De zekerheid omtrent het heil ligt dan ook niet in onszelf verankerd, maar buiten ons in Christus, het ‘Voorwerp’ van het geloof. Of zoals Kohlbruggen zelf formuleert: ‘De kentekenen zijn gelegen in de littekenen des Heeren, waarin Thomas die vond.’ Het enige houvast is dat Hij ons vasthoudt… Dat het heil buiten ons vastligt, ervaren we diep vanbinnen. Wij in Hem, Hij in ons.
Voor ieder die aan het nochtans geloof niet is ontgroeid, heeft Kohlbrugge’s prediking voedsel en medicijn in voorraad. De medicatie is soms bitter, maar altijd heilzaam. Het voedsel is geen lichte kost, maar stilt de honger. En toch smaakt het naar meer. Want het voedt het verlangen naar de dag waarop de Kreupelstraat blijkt uit te monden in de stad waar elke straat van louter goud is. Daar is de bedelstand voorbij en de adelstand volkomen.

In een redactionele verantwoording geeft dr. De Reuver aan dat zijn goede vriend Hendries Boele een idee voor deze uitgave opperde, maar tegelijk dat hij biografisch en archivalisch onderzoek heeft verricht. De informatieve eindnotities zijn van zijn hand. 

Aan het resultaat van Boele’s speurzin heeft de auteur niet veel toe te voegen. Hier wordt dus een twaalftal preken gepresenteerd, die in vertaling uit het Duits al geruime tijd eerder zijn verschenen. Een heruitgave is verantwoord, omdat déze gedateerde uitgaven naar huidige maatstaf niet zelden gebrekkig en soms ronduit ondoorzichtig te noemen zijn. Een drastisch ingrijpen was noodzakelijk. Een tweede reden is dat de aangeboden preken lastig te verkrijgen waren. Toch is de inhoud naar het oordeel van De Reuver en Boele nog altijd van grote waarde en zijn ze door Hendries Boele uit de oude uitgaven verzameld, digitaal aan de auteur aangereikt en in toegankelijk Nederlands hertaald, met raadpleging van de oorspronkelijk Duitse versie, voor zover die beschikbaar was. De Bijbelvertaling die gebruikt is, was die van Luther en in de hertaling is deze Luthervertaling zoveel mogelijk gehandhaafd.

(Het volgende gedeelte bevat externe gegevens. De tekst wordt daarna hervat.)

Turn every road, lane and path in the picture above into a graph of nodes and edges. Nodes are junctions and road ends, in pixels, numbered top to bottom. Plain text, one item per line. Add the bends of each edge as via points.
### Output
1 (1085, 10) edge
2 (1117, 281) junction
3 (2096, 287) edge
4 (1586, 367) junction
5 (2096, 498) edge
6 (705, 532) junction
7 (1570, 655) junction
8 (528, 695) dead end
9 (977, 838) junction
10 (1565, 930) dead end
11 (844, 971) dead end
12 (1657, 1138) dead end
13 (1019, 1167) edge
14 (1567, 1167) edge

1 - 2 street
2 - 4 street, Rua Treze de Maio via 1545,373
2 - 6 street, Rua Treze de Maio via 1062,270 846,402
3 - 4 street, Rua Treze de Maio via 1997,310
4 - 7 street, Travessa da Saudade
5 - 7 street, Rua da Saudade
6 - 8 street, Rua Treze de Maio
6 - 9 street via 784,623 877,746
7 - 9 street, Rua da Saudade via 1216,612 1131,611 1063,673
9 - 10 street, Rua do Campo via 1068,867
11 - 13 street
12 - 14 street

Dr. De Reuver eindigt zijn 'Ten geleide' met de volgende woorden:
Hoe het ook zij, bij het ouder worden van Kohlbrugge klinkt zijn stem gedempter en zijn boodschap behoedzamer. Meer priesterlijk wellicht. De profeet leerde van de pastor, om met Noordmans te spreken. Maar de grondtoon blijft ook in 1870 dezelfde: ‘Wat blijft er voor u over, arme kruiper op weg naar de hemel? Waar gerechtigheid komt, daar was tevoren goddeloosheid. Als u gerechtigheid wordt toegerekend, dan is er geen werk, geen verdienste. Waar geschonken wordt, daar geldt enkel genade en gave. En ik zeg u, dat een mens niet zó diep in schuld en verlegenheid kan verkeren, dat hij geen almachtige God en Ontfermer zou hebben.’ Dat is Kohlbrugge, ten voeten uit.

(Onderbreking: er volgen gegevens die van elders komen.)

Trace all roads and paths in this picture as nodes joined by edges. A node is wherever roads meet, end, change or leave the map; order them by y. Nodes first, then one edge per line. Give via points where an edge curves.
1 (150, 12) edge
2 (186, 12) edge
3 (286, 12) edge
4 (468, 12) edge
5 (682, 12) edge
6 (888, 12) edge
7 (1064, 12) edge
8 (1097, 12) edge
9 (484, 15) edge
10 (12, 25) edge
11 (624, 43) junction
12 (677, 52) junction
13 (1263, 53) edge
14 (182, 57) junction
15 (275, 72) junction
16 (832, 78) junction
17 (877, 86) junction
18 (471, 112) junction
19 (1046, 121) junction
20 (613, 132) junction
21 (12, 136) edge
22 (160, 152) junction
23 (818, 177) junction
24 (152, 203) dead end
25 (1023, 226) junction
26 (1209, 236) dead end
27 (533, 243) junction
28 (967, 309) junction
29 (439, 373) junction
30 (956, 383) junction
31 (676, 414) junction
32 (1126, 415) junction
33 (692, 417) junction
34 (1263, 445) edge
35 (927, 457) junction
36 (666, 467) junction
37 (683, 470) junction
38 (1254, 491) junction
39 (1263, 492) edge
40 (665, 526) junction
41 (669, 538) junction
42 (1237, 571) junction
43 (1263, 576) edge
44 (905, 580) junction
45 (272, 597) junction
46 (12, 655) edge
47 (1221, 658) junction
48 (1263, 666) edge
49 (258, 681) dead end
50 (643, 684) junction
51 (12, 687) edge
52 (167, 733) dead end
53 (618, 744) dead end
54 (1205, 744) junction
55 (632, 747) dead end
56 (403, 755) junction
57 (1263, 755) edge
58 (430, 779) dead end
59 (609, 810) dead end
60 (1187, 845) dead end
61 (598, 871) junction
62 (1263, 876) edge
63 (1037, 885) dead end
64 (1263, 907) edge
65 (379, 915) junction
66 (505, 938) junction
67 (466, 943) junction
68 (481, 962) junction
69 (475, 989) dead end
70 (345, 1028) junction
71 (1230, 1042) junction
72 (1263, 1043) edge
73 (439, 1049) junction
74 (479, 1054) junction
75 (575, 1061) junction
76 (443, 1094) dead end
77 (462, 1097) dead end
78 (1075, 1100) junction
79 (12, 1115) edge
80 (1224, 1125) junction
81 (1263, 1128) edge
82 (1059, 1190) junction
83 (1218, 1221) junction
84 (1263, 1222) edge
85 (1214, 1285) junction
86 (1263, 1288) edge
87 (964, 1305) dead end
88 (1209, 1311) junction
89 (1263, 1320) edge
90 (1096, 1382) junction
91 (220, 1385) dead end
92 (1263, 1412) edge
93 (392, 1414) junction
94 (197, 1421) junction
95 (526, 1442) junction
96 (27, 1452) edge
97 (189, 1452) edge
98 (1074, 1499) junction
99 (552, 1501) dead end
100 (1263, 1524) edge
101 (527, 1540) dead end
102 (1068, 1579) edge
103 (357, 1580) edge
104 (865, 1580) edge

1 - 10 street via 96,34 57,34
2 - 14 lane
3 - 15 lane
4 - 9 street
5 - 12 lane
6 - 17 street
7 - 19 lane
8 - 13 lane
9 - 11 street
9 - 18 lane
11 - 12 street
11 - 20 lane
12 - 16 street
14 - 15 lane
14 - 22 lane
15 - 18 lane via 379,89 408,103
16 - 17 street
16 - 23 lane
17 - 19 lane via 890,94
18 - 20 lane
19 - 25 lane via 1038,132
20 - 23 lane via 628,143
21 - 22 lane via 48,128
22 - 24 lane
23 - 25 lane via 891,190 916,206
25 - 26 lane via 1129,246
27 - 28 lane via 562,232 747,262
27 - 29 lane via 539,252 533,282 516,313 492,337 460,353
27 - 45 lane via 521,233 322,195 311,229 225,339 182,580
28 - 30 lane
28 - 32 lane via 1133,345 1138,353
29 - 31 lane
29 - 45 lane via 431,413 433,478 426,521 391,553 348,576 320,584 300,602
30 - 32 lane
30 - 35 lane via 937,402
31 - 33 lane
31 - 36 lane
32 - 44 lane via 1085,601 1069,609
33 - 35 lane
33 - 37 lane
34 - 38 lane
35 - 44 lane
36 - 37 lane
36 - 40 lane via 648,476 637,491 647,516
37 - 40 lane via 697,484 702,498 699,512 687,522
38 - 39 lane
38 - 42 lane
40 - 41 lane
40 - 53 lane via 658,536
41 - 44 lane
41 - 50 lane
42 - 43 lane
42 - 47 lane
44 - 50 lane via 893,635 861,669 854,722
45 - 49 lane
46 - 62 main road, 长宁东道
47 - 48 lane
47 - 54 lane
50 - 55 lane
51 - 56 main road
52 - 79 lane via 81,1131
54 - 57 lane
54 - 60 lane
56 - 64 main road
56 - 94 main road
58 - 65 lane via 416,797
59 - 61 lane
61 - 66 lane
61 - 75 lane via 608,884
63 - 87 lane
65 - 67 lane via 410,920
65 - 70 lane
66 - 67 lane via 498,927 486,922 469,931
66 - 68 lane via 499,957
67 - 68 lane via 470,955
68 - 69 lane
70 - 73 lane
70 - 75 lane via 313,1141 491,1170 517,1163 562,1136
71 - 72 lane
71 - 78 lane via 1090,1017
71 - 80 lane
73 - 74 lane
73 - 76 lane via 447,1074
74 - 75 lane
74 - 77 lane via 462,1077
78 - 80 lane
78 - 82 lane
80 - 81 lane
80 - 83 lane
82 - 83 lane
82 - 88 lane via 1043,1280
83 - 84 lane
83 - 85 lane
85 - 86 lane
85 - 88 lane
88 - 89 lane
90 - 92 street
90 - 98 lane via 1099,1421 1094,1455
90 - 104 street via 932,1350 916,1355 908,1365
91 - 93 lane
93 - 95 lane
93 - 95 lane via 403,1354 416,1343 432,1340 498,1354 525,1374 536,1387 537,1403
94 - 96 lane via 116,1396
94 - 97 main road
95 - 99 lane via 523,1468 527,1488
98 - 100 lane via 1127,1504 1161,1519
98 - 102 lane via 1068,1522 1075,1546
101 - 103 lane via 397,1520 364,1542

De preken komen uit Lukas 1, Galaten 3, Romeinen 8, Numeri 20, 1 Johannes 2, Matth. 15, Lukas 10, Hooglied 8, Johannes 20, Johannes 4, Matth. 22 en Romeinen 4.

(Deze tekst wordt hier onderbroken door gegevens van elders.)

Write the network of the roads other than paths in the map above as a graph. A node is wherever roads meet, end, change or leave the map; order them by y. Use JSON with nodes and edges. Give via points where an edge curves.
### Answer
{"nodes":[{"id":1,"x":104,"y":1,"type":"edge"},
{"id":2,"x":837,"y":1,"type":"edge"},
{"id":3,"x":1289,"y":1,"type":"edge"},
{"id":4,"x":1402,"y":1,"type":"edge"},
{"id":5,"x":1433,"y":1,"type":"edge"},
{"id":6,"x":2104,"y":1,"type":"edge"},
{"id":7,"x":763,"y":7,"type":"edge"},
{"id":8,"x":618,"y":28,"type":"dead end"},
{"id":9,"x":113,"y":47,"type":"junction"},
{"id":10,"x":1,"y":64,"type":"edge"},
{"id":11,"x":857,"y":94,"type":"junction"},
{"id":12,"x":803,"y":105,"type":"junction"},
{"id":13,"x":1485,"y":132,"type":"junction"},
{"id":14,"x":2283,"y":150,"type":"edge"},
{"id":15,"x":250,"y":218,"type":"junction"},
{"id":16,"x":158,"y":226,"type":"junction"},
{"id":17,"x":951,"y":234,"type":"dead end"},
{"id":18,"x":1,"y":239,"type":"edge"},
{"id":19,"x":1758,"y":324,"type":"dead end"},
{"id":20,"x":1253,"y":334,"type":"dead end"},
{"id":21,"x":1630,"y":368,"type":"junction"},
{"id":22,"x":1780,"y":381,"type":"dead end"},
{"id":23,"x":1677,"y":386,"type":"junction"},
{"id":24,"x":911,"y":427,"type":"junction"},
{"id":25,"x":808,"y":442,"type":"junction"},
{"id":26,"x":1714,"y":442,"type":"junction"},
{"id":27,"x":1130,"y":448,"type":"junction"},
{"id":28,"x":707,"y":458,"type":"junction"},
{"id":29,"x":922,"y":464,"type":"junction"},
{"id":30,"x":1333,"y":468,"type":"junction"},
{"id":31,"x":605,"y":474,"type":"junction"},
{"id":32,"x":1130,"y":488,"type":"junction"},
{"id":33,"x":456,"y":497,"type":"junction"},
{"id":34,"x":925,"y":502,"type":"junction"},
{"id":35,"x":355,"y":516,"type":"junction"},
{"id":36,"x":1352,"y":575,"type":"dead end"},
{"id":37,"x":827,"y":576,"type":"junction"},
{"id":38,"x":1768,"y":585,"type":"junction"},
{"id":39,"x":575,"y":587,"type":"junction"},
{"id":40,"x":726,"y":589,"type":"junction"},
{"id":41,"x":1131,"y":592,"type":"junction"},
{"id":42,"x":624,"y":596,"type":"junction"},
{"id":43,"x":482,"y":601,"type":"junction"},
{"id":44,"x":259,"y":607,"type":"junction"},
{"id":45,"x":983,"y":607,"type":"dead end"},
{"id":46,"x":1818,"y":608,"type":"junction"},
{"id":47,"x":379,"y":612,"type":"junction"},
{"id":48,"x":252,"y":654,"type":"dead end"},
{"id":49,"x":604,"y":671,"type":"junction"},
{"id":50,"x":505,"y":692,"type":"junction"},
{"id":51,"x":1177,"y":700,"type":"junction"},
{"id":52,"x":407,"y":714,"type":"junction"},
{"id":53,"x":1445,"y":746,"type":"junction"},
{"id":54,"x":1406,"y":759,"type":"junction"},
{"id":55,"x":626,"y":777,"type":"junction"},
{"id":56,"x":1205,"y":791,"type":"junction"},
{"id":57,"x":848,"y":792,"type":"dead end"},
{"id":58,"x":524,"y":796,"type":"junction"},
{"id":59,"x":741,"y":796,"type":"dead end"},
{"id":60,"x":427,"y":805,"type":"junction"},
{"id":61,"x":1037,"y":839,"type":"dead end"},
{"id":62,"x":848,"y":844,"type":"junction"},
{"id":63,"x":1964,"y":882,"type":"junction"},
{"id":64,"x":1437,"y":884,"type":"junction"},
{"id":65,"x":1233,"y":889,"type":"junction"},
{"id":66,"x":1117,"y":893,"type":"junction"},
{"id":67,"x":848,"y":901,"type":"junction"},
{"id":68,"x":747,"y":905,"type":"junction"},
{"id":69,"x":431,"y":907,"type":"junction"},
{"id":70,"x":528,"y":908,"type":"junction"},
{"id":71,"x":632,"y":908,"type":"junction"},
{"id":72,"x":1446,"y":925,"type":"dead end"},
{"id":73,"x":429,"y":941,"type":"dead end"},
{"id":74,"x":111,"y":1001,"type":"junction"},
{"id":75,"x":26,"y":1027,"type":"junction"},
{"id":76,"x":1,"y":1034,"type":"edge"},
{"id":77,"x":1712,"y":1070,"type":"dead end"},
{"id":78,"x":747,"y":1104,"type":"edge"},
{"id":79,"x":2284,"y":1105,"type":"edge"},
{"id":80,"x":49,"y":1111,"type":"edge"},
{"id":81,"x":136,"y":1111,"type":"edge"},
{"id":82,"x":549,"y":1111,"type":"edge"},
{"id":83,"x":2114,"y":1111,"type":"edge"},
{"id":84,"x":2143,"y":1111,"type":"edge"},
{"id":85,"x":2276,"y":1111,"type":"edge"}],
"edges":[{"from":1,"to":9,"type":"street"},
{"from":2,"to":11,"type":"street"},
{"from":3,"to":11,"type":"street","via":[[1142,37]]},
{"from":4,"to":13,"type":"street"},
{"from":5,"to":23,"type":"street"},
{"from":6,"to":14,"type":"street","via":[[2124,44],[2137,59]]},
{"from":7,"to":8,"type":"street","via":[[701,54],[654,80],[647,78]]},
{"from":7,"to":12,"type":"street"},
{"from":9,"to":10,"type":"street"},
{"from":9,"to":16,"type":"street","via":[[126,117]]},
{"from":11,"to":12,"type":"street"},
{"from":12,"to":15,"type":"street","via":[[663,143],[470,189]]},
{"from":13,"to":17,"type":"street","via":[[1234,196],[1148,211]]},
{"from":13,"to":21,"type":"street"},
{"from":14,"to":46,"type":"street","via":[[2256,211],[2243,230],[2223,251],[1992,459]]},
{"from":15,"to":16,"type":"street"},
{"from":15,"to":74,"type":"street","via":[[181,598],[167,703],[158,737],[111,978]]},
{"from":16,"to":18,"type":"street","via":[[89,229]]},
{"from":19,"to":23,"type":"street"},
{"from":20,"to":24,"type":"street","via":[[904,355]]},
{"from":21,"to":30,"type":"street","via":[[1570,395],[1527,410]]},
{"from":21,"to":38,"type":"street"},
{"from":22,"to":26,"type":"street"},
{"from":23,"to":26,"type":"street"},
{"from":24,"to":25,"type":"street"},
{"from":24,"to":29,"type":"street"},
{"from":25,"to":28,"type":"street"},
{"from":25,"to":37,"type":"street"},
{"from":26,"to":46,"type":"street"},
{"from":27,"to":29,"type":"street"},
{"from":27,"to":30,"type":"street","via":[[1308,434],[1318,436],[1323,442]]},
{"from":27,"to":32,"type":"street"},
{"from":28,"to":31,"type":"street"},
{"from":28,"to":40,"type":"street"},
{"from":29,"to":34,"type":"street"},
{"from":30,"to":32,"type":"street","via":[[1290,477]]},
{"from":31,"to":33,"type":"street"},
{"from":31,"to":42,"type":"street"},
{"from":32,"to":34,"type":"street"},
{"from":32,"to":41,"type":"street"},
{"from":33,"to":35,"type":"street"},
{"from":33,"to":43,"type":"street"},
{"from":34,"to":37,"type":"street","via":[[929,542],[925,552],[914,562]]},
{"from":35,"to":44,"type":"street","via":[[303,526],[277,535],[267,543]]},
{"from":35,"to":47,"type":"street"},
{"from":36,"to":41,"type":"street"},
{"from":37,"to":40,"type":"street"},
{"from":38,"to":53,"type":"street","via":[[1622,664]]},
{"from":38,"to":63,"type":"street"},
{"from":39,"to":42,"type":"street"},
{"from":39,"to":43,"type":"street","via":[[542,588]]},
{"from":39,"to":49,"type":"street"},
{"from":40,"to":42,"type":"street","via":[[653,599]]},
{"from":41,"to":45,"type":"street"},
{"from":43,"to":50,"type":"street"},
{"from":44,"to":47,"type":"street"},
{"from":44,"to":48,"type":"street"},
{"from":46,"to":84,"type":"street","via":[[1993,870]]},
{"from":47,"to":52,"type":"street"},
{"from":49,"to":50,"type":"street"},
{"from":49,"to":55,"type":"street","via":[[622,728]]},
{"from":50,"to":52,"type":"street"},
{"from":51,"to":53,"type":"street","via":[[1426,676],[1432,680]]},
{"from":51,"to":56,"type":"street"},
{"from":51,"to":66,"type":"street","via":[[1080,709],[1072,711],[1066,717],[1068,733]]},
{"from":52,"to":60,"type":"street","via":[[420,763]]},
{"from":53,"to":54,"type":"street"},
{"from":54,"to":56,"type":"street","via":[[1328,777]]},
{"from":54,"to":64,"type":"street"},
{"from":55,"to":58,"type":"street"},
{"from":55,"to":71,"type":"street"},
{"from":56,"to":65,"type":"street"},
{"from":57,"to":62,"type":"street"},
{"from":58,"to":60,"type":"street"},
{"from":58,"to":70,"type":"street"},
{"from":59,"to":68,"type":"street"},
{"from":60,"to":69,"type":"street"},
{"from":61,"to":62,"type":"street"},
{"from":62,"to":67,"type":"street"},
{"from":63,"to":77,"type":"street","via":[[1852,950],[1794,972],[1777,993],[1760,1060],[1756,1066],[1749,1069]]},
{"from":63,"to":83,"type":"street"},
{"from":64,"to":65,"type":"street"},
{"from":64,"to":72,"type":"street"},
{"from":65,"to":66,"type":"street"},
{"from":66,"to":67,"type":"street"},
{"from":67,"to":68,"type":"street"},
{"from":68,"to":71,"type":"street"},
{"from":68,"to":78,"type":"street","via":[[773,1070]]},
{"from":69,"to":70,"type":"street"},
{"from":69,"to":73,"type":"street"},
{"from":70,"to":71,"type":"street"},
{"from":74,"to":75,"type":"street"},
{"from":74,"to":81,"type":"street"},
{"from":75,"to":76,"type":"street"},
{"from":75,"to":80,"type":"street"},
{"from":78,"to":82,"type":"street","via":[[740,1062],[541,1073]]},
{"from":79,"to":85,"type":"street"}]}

Het is een goede zaak dat dr. De Reuver en Hendries Boele deze preken hertaald en opnieuw uitgegeven hebben. Hier klinkt Kohlbrugge nog nadat hij gestorven is. Neem, lees, herlees en geef dit boek daarna door. Van harte aanbevolen, zeker voor hen die Kohlbrugge uit zijn geschriften kennen.